细胞的内部和外部状态或刺激(例如，温度，pH，给定分子的水平，对于光、化学物质或其他刺激的膜结合受体，或可通过蛋白质和/或核糖核酸(RNA)转导的可测量的量)可被记录到位于细胞内的稳定多核苷酸(例如，脱氧核糖核酸(DNA)，RNA或DNA-RNA杂合体)记忆中。感测的状态或刺激的这种记录可以是可遗传的并且传递给后续细胞世代。该记录可以通过多核苷酸的测序来读取。因此，稳定的多核苷酸产生类似于细胞所经历的状态或刺激的日志文件的记录。特定的核酸序列也可以响应于在已知时间发生的事件而引入稳定的多核苷酸中。时间相关的插入物的使用可以与感测的状态或刺激的记录一起提供时间信息。

精确的基因编辑技术，例如CRISPR/Cas(规律间隔成簇短回文重复序列/CRISPR相关蛋白)系统和TALEN(转录激活因子样效应核酸酶)使得能够以将预定的多核苷酸序列引入现有多核苷酸的方式操纵多核苷酸。利用这些技术，可以将记录顺序地写入多核苷酸，使得信号记录不需要任何外部控制信号，并且可以通过输入状态的自动、定期采样来执行。可以通过添加包含产生用于日志记录的分子事件的基因产物的基因或操纵子的载体而改变细胞。可以通过将细胞人工暴露于导致引入特定序列的条件而记录事件的时机，所述特定序列随后可以与暴露的时间相关联。产生周期性信号的基因振荡器或其他细胞机制的使用也可用于触发记录时间推移的多核苷酸序列的插入。

细胞中的多核苷酸可以被切割以产生双链断裂(“DSB”)。
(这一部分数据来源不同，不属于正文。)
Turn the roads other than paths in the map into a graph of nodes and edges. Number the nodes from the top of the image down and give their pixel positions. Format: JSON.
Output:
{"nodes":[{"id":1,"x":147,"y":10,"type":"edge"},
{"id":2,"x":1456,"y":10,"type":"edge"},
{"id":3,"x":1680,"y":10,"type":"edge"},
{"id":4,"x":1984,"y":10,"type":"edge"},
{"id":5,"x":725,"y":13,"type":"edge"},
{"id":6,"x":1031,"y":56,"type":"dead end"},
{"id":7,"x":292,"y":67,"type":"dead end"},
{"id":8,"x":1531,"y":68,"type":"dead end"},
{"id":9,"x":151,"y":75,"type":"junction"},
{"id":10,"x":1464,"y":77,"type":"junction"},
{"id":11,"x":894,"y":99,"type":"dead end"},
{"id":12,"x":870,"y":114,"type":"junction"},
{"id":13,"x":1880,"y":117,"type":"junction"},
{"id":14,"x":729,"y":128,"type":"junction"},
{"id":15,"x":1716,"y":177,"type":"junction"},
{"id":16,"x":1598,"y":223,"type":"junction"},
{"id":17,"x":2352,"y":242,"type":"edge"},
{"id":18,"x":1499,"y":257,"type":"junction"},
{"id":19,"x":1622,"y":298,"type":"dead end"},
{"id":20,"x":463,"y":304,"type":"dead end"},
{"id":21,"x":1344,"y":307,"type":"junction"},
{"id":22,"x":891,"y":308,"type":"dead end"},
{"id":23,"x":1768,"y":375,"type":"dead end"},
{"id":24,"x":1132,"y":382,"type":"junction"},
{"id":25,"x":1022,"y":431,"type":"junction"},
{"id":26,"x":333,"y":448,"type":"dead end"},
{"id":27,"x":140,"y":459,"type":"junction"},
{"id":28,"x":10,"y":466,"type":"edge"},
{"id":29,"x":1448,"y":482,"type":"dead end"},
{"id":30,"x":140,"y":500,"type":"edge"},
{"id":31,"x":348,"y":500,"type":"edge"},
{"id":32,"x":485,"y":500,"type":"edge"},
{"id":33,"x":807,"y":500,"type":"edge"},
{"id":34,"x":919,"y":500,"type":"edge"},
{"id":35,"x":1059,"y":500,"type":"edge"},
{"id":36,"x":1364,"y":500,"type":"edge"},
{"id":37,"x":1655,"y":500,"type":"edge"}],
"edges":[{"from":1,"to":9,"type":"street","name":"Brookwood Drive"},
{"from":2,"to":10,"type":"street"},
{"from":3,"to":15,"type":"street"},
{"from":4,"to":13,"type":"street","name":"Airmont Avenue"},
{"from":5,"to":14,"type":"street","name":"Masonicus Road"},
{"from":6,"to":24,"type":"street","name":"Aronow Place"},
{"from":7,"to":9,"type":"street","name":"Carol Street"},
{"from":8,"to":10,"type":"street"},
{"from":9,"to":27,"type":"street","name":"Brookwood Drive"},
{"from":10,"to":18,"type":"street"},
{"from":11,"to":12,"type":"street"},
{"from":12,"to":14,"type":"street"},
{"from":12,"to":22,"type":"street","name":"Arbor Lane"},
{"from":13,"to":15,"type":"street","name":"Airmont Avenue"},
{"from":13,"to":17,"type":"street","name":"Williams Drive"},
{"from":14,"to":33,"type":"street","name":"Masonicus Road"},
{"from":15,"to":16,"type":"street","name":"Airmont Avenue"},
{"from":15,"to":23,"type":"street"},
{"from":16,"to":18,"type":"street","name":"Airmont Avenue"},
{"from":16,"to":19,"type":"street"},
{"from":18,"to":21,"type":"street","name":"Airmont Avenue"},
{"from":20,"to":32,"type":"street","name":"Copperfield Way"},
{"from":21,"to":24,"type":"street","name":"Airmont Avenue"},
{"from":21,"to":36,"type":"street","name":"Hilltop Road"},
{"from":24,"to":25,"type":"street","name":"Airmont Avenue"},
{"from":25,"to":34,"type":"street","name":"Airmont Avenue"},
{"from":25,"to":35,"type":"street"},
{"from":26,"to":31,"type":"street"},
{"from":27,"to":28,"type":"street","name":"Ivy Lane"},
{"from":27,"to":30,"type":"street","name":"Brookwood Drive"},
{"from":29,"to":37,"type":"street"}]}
可以使用同源定向修复(“HDR”)将新的多核苷酸序列插入DSB中。形成DSB并响应于信号而整合HDR模板产生了细胞所经历的事件及其时机在多核苷酸中的记录。

附图说明

具体实施方式参照附图进行阐述。在附图中，附图标记的最左边的数字标识其中首次出现该附图标记的图。在不同图中使用相同的附图标记表示相似或相同的项目。

图1显示用酶切割dsDNA并通过HDR插入新DNA的示意图。